The thought of making crepes can be intimidating, but in truth, the process is quite simple. With this basic crepes recipe, breakfast will quickly become a highly anticipated event at your house!
The most important element of getting your crepes just right is managing the temperature in a quality non-stick pan. If your pan gets too hot, the crepes will cook too quickly and will have a bubbled texture. Therefore, it’s best to cook them on a low heat setting.
You’ll love this recipe because it’s so versatile—your filling can be sweet or savory—you decide whether to fill them with the season’s freshest fruit or a yummy dinner filling like creamy chicken and spinach!
Basic Crepes Recipe
- 1/2 cup water
- 1/2 cup milk
- 1 large egg
- 1 egg yolk
- 1/4 tsp salt
- 3/4 cup all-purpose flour
- 2 Tbsp unsalted butter, melted
- for sweet crepes add:
- 1/3 cup granulated sugar
- 1 tsp vanilla extract
- Place water, milk, egg, egg yolk and salt into a blender or large mixing bowl. Blend or whisk together until eggs are completely incorporated. Add flour to liquid ingredients then mix until silky smooth. If you’re making sweet crepes, add the sugar and vanilla along with the flour.

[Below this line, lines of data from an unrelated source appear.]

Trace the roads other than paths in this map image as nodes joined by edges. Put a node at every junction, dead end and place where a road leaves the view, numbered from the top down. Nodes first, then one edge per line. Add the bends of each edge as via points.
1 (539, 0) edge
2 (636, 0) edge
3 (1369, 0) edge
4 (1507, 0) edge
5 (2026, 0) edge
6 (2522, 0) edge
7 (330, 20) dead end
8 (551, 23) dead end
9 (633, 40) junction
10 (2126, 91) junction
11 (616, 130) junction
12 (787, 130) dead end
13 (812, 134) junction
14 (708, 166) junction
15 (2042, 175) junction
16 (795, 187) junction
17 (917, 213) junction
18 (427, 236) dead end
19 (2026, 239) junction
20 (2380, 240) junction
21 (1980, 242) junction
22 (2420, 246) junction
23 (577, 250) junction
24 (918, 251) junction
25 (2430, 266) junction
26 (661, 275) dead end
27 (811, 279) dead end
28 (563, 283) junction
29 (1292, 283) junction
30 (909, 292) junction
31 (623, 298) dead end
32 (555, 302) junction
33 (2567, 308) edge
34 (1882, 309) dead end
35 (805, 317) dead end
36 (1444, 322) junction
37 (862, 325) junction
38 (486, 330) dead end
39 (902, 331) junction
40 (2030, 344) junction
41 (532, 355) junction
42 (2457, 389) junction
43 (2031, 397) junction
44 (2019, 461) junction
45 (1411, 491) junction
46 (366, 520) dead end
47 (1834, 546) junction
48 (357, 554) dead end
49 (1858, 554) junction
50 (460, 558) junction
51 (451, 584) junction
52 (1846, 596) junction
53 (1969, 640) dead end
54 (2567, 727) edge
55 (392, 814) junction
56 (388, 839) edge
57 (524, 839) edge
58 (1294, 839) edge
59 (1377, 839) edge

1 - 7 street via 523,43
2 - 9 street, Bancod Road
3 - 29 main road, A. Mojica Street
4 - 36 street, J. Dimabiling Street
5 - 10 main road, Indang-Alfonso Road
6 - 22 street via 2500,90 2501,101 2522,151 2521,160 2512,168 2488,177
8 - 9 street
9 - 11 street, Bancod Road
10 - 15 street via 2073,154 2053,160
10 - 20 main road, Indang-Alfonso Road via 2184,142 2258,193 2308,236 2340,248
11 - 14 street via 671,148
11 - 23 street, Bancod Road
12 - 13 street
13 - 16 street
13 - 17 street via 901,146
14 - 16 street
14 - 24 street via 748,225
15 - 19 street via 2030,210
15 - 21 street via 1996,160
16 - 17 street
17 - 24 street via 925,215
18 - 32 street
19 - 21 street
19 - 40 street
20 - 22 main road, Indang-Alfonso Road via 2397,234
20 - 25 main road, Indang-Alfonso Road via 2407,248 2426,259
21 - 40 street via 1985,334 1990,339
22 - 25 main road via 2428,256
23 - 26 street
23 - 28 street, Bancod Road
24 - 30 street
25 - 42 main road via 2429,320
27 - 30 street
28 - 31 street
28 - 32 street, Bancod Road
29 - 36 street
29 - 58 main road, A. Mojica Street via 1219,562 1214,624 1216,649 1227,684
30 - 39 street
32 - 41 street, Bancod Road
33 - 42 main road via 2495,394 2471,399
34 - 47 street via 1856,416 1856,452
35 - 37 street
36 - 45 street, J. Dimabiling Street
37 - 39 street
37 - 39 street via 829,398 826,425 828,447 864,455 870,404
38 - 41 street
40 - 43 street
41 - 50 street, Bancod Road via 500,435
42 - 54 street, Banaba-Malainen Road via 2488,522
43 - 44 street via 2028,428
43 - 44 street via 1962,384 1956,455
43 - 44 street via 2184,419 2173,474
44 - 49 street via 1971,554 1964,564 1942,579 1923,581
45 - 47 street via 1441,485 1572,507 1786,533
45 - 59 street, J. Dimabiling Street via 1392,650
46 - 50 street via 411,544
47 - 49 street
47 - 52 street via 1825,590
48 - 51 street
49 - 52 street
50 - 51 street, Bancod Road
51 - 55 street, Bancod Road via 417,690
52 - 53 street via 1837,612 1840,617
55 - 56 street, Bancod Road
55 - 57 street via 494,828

- Once batter ingredients have incorporated completely, add melted butter then mix well. If possible, let batter rest at least 30 minutes at room temperature, or cover and refrigerate up to 24 hours.
- Prepare work area before you begin making the crepes by having a 10" non-stick skillet, rubber spatula, softened butter or cooking spray, paper towels, ¼-cup measuring cup, cooling rack and a clean kitchen towel at the ready.
- Place skillet over medium to medium-low heat and let skillet warm to temperature. When the skillet is hot, add a small amount of butter or cooking spray to skillet then wipe with paper towel to create the thinnest coating possible.
- Remove skillet from heat and hold it in your hand while you pour ¼ cup of batter directly into the center of the skillet. Tilt and swirl skillet to thoroughly coat the entire bottom, but not the sides with batter. Return the skillet to heat and let the first side cook for about 1½–2 minutes, or until the top has gone from a glossy liquid look to a pale matte look.
- Use a rubber spatula to loosen edges of the crepe from sides of the pan, if they haven’t already pulled away on their own. Slide the spatula under the center of the crepe and flip. Cook on the second side for approximately 30 seconds then transfer to cooling rack.
- Continue this process until all of the batter has been used up, wiping the skillet with a light coat of butter or oil before each crepe. Serve hot, or let crepes cool on the rack. Once they’re cool, they may be stacked on top of one another without sticking. Store the cooled crepes under the clean kitchen towel until ready to use or place in a gallon sized resealable plastic bag and refrigerate or freeze.
Allowing your batter to rest will ensure light and delicate crepes!